Jaime Willis

PhD candidate Jaime Willis is interested in how animals survive in extreme environments and how this could be applied to humans.

PhD candidate, Jaime Willis

Programme: Doctor of Philosophy in Biological Sciences

"When I was younger watching David Attenborough I was inspired by all the weird and wonderful animals across the world. I was especially interested in animals that coped with environmental extremes.

“I was interested in understanding how these animals cope with these environmental conditions on a fundamental level, and how this may be applied to human pathologies in a translational manner.

“Hibernation/hypometabolic states, for example, is a response to periods of scarcity (lack of food, water, oxygen) which enable some individuals to persist until conditions improve and life carries on.

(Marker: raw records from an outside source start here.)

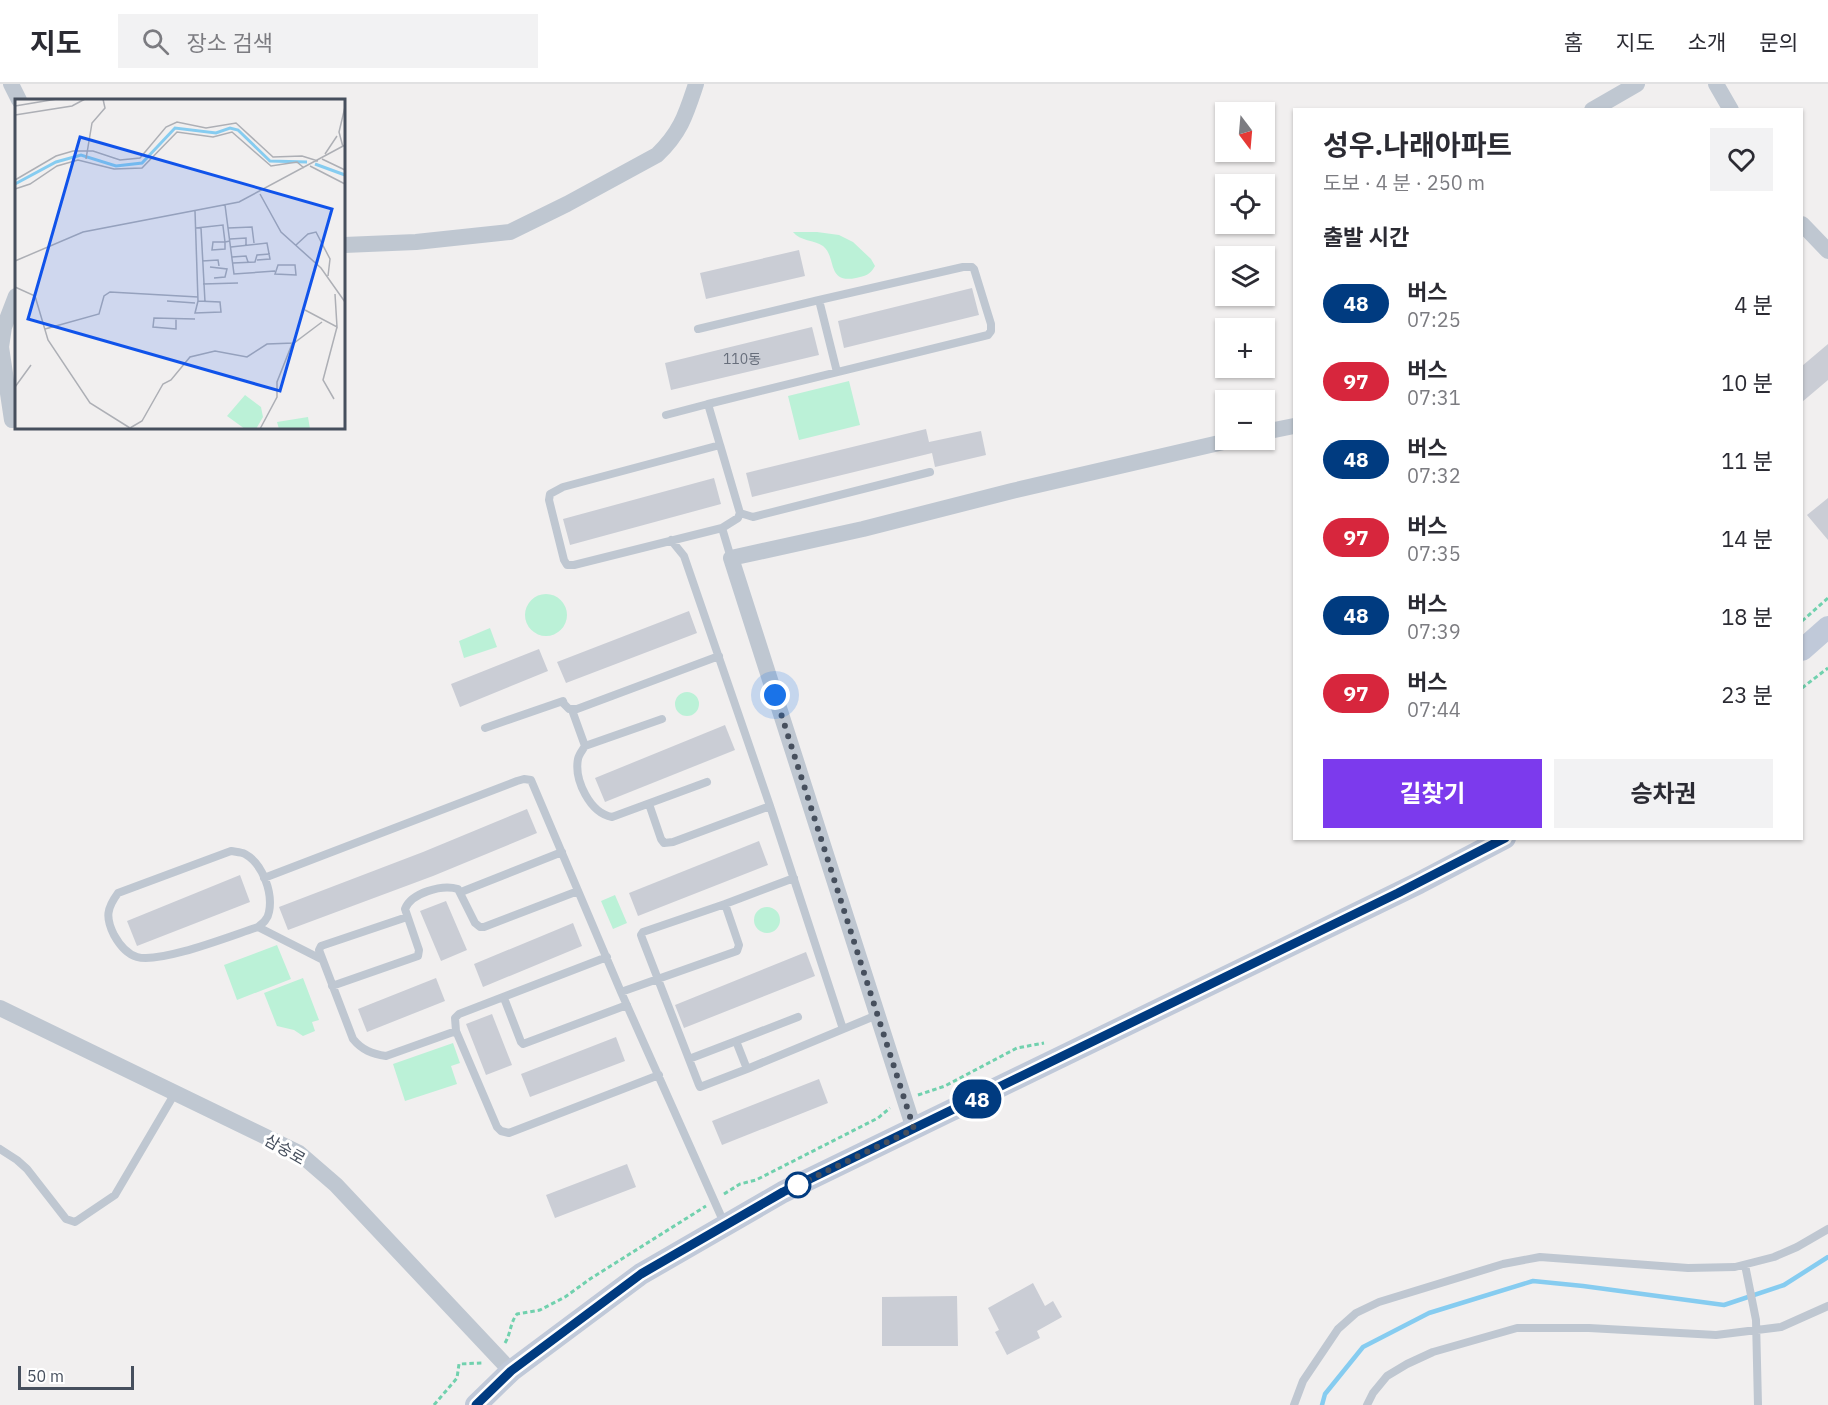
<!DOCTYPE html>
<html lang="ko">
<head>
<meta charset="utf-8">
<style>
  :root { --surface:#fff; --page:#f2f2f3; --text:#2b2b33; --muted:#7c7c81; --line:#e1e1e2; --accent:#7c3aed }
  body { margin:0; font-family:"IBM Plex Sans","Noto Sans KR",sans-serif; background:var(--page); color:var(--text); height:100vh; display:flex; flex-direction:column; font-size:22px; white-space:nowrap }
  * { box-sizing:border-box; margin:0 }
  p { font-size:20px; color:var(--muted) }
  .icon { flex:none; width:33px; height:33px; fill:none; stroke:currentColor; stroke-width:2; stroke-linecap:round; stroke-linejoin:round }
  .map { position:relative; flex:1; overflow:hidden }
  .side { position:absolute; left:1293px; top:24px; width:510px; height:732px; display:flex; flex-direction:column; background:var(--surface); border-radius:0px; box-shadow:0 2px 4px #0004 }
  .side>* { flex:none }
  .badge { padding:0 12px; border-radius:20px; font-size:21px; line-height:39px }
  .needle { width:39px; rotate:164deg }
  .fabs { position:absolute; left:1215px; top:18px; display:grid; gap:12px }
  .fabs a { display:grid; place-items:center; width:60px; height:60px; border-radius:0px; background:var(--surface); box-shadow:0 2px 4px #0004; font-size:30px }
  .scale { position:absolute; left:18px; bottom:15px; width:116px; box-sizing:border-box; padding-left:6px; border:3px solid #464f5d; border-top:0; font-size:16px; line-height:21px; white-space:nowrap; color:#464f5d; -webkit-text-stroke:4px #fff; paint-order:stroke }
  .you { position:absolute; width:30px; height:30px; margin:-15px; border:4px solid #fff; border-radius:50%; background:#1a73e8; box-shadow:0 0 0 9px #1a73e833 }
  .map>.badge { position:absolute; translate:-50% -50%; box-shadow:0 0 0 3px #fff }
  h2 { padding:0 30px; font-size:22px; line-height:54px }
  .round { display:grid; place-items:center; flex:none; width:63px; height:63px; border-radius:0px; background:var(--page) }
  .overview { display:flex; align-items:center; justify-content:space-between; height:102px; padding:0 30px }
  h1 { font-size:28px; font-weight:700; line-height:45px }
  .primary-button { display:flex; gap:12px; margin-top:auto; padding:12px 30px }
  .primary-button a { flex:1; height:69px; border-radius:0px; background:var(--accent); color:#fff; font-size:24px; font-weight:700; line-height:69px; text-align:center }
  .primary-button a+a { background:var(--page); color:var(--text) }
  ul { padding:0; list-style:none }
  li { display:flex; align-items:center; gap:18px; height:78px; padding:0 30px }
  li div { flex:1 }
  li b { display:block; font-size:22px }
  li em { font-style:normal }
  li .badge { min-width:66px; font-weight:700; text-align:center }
  header { display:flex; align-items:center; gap:36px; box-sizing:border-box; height:84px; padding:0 30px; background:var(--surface); border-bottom:2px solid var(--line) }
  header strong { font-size:28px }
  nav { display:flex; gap:33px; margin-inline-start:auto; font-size:21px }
  .search { width:420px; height:54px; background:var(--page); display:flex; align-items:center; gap:15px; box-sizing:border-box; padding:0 21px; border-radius:0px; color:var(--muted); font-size:22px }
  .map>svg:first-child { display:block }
  .green { fill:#bbf1d7 }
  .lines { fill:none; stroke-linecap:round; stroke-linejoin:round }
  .stream { stroke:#86ccf0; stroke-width:4.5 }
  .building { fill:#cacdd5 }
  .path { stroke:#71d1ae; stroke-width:3; stroke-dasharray:4.5 3; stroke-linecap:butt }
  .service { stroke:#bfc7d1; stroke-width:8 }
  .minor { stroke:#bfc7d1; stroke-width:16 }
  .secondary { stroke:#c0c9d9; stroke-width:22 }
  .line-casing { stroke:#fff; stroke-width:14 }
  .line { stroke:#003b80; stroke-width:9 }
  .walk { stroke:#464f5d; stroke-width:6; stroke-dasharray:0 10.8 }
  .stop-dot { fill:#fff; stroke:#003b80; stroke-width:3 }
  .labels { text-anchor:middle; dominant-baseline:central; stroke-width:6; stroke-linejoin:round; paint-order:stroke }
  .number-label { font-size:14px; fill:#676e7b }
  .street-label { font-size:16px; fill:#464f5d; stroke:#fff }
  .inset-river { fill:none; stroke:#86ccf0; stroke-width:3 }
  .inset-road { fill:none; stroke:#adafb5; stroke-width:1.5 }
  .view { fill:#1053ea; fill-opacity:0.15; stroke:#1053ea; stroke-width:3 }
  .inset-edge { fill:none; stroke:#464f5d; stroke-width:3 }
</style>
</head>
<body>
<header>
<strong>지도</strong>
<div class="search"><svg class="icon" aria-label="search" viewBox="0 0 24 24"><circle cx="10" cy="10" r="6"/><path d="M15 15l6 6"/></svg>장소 검색</div>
<nav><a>홈</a><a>지도</a><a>소개</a><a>문의</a></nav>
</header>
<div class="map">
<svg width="1828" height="1321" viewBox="0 0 1828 1321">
  <rect width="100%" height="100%" fill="#f1efef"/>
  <path class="green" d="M 793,148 L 817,148 L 839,151 L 853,158 L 871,175 L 875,182 C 870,191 865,192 856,194 C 826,200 837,173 823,162 C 814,156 800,157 793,148 Z
    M 849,297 L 860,341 L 799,356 L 788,312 Z
    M525 531a21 21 0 1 1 42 0a21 21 0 1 1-42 0Z
    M 490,544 L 497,563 L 464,574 L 459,557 Z
    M675 620a12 12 0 1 1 24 0a12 12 0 1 1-24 0Z
    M 615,811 L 627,839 L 613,845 L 601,817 Z
    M754 836a13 13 0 1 1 26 0a13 13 0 1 1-26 0Z
    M 277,861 L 291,895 L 237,916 L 224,881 Z
    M 303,894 L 319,936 L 312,938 L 315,947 L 303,952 L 294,946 L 277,942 L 264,909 Z
    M 453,959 L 460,979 L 451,982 L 457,1000 L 405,1017 L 393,980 Z"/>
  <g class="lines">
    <path class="stream" d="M 1322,1321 L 1325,1310 L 1363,1263 L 1429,1229 L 1533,1197 L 1583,1202 L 1724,1221 L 1784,1201 L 1828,1173"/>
  </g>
  <path class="building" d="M 799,166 L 805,192 L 706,215 L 700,189 Z
    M 972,204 L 979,231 L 844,264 L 838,237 Z
    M 812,243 L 819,271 L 671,306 L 665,279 Z
    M 1828,260 L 1828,296 L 1802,318 L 1802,282 Z
    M 926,345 L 929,358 L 981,347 L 986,371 L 935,383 L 932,369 L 752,413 L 746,389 Z
    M 714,394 L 721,420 L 570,461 L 563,435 Z
    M 1828,414 L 1828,456 L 1807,431 Z
    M 689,527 L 697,549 L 566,599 L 557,578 Z
    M 539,565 L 548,587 L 460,623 L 451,600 Z
    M 725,641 L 735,666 L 605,718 L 595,694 Z
    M 527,725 L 537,749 L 433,792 L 288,846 L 279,823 L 423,768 Z
    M 759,757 L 768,781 L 638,832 L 629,809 Z
    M 240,791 L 250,818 L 137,862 L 127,837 Z
    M 446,817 L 467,866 L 441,877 L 420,827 Z
    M 573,839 L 582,862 L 483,903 L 474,880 Z
    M 806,868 L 815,892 L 684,944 L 675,921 Z
    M 436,894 L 445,917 L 367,948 L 358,925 Z
    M 492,930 L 512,981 L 486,991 L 466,940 Z
    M 616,953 L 625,977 L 530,1013 L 521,990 Z
    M 819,995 L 828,1019 L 722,1061 L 712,1037 Z
    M 627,1080 L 636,1103 L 555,1134 L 546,1111 Z
    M 1033,1199 L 1045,1222 L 1053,1217 L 1062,1233 L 1037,1247 L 1040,1254 L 1007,1271 L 995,1248 L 999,1246 L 988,1224 Z
    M 957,1212 L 958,1262 L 882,1262 L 882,1213 Z"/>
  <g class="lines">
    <path class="path" d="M 1802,537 L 1828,514
      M 1802,604 L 1828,584
      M 918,1011 L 945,1002 L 1017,964 L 1044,959
      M 724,1110 L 740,1100 L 756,1096 L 878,1034 L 890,1024
      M 505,1259 C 511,1249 510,1239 517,1230 L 540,1226 L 565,1213 L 590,1195 L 706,1122
      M 434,1321 L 457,1294 L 459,1280 L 482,1279"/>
    <path class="service" d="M 698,245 L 819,216
      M 708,320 L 988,251 L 991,247 L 991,240 L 974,185 L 972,183 L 963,183 L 819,216 L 837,288
      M 666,331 L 708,320 L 720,361
      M 740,429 L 753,433 L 930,388
      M 722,444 L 738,434 L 740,429 L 720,361 L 563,403 L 550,410 L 549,416 L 564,476 L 567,481 L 574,481 L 722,444 L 731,474
      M 671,456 L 684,472 L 770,722 L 843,945
      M 572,626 L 585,662
      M 662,635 L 585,662 C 582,667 579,670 578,675 C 574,696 590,729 612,733 L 707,698
      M 485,644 L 563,617 L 564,620 L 569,625 L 577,625 L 719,572
      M 649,720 L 661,755 L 664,759 L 673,758 L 770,722
      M 231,767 C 236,768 241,768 245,770 C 263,780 273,809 269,828 C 268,835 263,839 258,843 C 233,851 160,880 137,873 C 127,870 119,860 114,851 C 105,833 107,824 118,809 Z
      M 264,794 L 517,697 L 524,695 L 531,696 L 621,908 L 725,1141
      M 461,808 L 562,768
      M 725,820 L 794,794
      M 407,833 L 321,862 L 319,866 L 353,955 C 362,966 372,970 386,972 L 456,947
      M 258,843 L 321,875
      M 607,873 L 459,930 L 455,934 L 456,947 L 497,1043 L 501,1047 L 509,1049 L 659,991
      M 332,902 L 418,872 L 419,866 L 405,825 C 411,809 442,800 458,805 L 475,839 L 480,843 L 484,843 L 578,807
      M 621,908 L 737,867 L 739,861 L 725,820 L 643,848 L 641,851 L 642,854 L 699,1001 L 700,1003 L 747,985 L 877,931
      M 504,914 L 521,958 L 523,960 L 627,921
      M 736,957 L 798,933
      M 689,975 L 736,957 L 747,985
      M 0,1065 L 17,1076 L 27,1085 L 66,1135 L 75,1138 L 115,1111 L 175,1009
      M 1745,1181 L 1756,1236 L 1758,1321
      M 1294,1321 L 1303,1297 L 1338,1245 L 1356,1229 L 1379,1218 L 1503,1180 L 1540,1173 L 1688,1184 L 1735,1183 L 1774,1173 L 1797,1163 L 1828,1145
      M 1367,1321 L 1373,1309 L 1387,1292 L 1407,1280 L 1433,1268 L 1517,1244 L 1589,1244 L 1716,1251 L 1781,1243 L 1828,1222"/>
    <path class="minor" d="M 11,0 L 19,16
      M 1716,0 L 1731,26
      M 1592,26 L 1637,0
      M 1802,140 L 1828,167
      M 344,161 L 416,158 L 510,148 L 567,120 L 657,71 C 681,48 686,30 696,0
      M 12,336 L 1,263 L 4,243 L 16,212
      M 1264,348 L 1294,342
      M 0,924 L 299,1069 L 336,1101 L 511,1287
      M 914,1045 L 731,474 L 863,445 L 1012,407 L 1232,356"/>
    <path class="secondary" d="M 1802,566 L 1828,543
      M 476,1321 L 511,1287 L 641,1190 L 783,1108 L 1419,799 L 1505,754"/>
  </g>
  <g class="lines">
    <g class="line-casing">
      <path id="line" d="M 476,1321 L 511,1287 L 641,1190 L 783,1108 L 1398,809 L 1505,754"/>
    </g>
    <use href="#line" class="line"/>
    <path class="walk" d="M 775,611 L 914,1045 L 798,1101"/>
  </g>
  <circle class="stop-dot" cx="798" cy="1101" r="12"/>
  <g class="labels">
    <g class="number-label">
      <text x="742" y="275">110동</text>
    </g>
    <g class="street-label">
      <text transform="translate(285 1065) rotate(30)">삼숭로</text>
    </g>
  </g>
  <g transform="translate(15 15)">
    <rect width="330" height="330" fill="#f1efef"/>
    <path d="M 230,296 L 246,308 L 248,318 L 241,330 L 230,330 L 212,317 ZM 293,318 L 295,330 L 264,330 L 262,323 Z" fill="#bbf1d7"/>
    <path class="inset-river" d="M 300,65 L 330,76M 0,85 L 41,63 L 66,56 L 101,67 L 127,64 L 160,29 L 201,34 L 215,29 L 223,31 L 255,62 L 292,63"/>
    <path class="inset-road" d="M 0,7 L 42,0M 0,16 L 57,7 L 70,0M 328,48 L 324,33 L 330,8M 310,55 L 322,37M 71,60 L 77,24 L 90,9 L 88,0M 307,60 L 330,71M 295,67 L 330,85M 0,81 L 41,57 L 58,52 L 78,52 L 105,61 L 125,59 L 151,28 L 162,23 L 191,29 L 221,24 L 258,58 L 287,57 L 303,62M 0,90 L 15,85 L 42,67 L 63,61 L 99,70 L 127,69 L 162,33 L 198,38 L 217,33 L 256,67 L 282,63 L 289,69M 245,95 L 266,133 L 306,169 L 330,203M 210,106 L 219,175 L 260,172M 180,112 L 183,202 L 205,203 L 206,213 L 180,214 L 183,202M 181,129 L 208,126 L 208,127 L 210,143 L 210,150 L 197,151 L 198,143 L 210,143 L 215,142M 186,129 L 190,203M 213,129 L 237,128 L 239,144M 215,140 L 231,139 L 231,146M 281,146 L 293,135 L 301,133 L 315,160 L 313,177M 216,148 L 252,144 L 255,160 L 242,161M 217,158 L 231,157 L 233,163M 0,162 L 68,133 L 224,103 L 330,46M 187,162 L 203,161 L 204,167M 218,164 L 240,163 L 242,156 L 255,155M 280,166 L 281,176 L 260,175 L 263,166 ZM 195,168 L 212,170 L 210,178 L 199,179M 188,185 L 223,184M 0,188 L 20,197 L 33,241 L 75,304 L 115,329 L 127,322 L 148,285 L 156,281 L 175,258 L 200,252 L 232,258 L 252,245 L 279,244 L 307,223M 152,202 L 180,204M 290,211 L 322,228 L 320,195M 161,219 L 161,230 L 138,228 L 139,219 L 180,220M 30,230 L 84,215 L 89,197 L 95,193 L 183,198M 0,288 L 16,266M 319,300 L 308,281 L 322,228M 245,330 L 262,298 L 262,283 L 277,245"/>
    <path class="view" d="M 65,38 L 317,110 L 265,292 L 13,220 Z"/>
    <rect width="330" height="330" class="inset-edge"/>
  </g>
</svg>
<div class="fabs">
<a><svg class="needle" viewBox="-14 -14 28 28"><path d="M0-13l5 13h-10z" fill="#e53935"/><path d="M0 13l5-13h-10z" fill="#7c7c81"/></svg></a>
<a><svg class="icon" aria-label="locate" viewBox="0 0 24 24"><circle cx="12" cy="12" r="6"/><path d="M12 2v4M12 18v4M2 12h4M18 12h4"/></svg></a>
<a><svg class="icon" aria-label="layers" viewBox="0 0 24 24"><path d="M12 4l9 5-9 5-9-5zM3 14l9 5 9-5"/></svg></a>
<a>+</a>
<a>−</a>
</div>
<div class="scale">50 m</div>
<div class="you" style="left:775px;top:611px"></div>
<b class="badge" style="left:977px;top:1015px;background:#003b80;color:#fff">48</b>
<section class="side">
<div class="overview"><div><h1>성우.나래아파트</h1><p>도보 · 4 분 · 250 m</p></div><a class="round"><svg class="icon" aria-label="heart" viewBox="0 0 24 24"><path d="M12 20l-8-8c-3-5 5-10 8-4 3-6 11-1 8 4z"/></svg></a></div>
<h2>출발 시간</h2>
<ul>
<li><span class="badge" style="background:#003b80;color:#fff">48</span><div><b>버스</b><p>07:25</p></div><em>4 분</em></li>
<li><span class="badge" style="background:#d7263d;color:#fff">97</span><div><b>버스</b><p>07:31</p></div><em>10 분</em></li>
<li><span class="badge" style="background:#003b80;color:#fff">48</span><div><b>버스</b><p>07:32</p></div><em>11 분</em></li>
<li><span class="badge" style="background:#d7263d;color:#fff">97</span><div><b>버스</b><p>07:35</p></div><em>14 분</em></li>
<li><span class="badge" style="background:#003b80;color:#fff">48</span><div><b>버스</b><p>07:39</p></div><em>18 분</em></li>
<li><span class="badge" style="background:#d7263d;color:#fff">97</span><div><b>버스</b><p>07:44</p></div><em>23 분</em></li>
</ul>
<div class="primary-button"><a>길찾기</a><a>승차권</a></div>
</section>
</div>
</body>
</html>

“For my PhD in particular, if these hibernation/hypometabolic states are inducible in species that don’t undergo them naturally, this opens the door for several translational interventions; from increasing survival time for organs during transplant surgeries to induced hibernation in astronauts during long-haul space voyages.

The on-off switch for hibernation has many applications.

Jaime Willis

"I love solving problems and postgraduate degrees provide a fantastic opportunity to do this on a daily basis. You are also investigating phenomenon that don’t have set answers, and as such requires novel ways of thinking to come up with solutions.”